Then there was this incident - https://news.ycombinator.com/item?id=14480868. The link of the submission is no longer relevant, but the first comment is consistent with how I also feel about the subject. It covers what happened as well.

> What is your argument here? Tech companies are against conservative americans? If reading HN has taught me anything, the tech scene is full of conservatives and libertarians.

That does not counter the points made. They exist, but they are censored, so it is not in anyone's interest in terms of job security or career advancement, to express their conservative views. Diversity and multiculturalism is essentially the equivalent of halal or kosher now. If it isn't there, seemingly nothing can be done. In general, conservatives these days don't subscribe to these ideas of classification on the basis of various identity properties, but if you do not think this way, there seems to be no place for you. James Damore is a good example of this as well. You are apparently not allowed to think differently, which is sort of ironic, coming from the birthplace of Apple.


Would you believe that if I cherry picked a few examples of left-leaning people being censored or harassed out of their company that there exists large, right-leaning groups and companies whose sole purpose is to censor people even slightly left of center?

For example, there are a fair amount of liberal channels being demonetized on youtube as well.


You are free to make that case if you believe it has merit. I can reinforce mine with plenty of examples and lots of other evidence. I am for freedom of speech in principle. Nobody should be censored for discussing a political opinion.


> You are apparently not allowed to think differently, which is sort of ironic, coming from the birthplace of Apple.

I hate to be "that guy", talking about the "normies" invading his favorite community, but I feel like this is essentially what happened in tech.
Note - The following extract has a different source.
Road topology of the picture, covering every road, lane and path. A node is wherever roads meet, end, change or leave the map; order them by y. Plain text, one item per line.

The shear value of the industry has mandated the involvement of more conventional groups. It's no longer a space of cold logical computer nerds, emotion and ideology has crept in.

My main point is, I don't think that the innovators, or the "different thinking" is gone at all, it's just been overwhelmed by the cookie cutter college intellectuals we churn out these days. I mean lets face it a College education isn't what it used to be...
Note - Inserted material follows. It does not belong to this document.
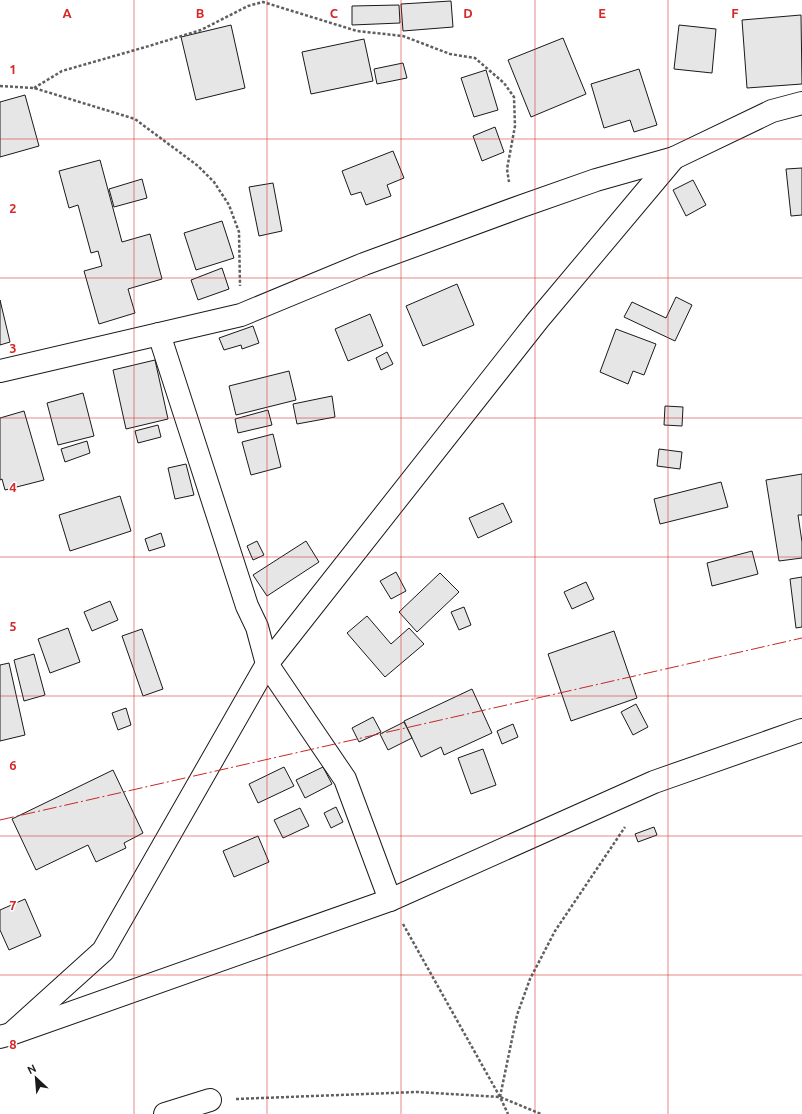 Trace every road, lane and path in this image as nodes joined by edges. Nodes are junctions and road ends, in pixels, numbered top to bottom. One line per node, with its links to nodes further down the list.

I'm not trying to say that computer nerds are somehow smarter than other people, or that College grads today are idiots. My College GPA alone would suggest I'm the idiot. I'm more talking about the death of cold logic, doing whats effective, and living ones own life, which seemed to be the mantra of the old school libertarian "big thinkers".

And yes, I do hate myself for using the term "normies". I'm washing my keyboard with bleach as we speak.


> If reading HN has taught me anything, the tech scene is full of conservatives and libertarians.

In my experience, libertarians yes, conservatives not so much. Also, libertarians have to tread extremely carefully in tech. The true libertarian perspective doesn't fit with the new left at all, and can be easily misinterpreted as supporting racism/harassment etc... Try making a joke about dongles with a friend at a conference (totally fine from the libertarian perspective), and watch the dominate ideology of the left in tech crush you...


Wasn't an argument, but I seem to have ruffled your feathers with my statement. I can tell you are a tad upset by your tone and inflammatory argumentive leaning questions.

Instead of countering my statement, you implied since you never heard of such things happening, it doesn't happen. This is the same argument the left uses for whites not knowing about police violence on minorities. Which is true, minorities are pulled over more by police and have a different viewpoint, just because I/we don't see/know about it, doesn't mean people need to be called out as liars.

This is exactly the "us" vs. "them" in action. Since it doesn't fit your view, its a "them" Argument.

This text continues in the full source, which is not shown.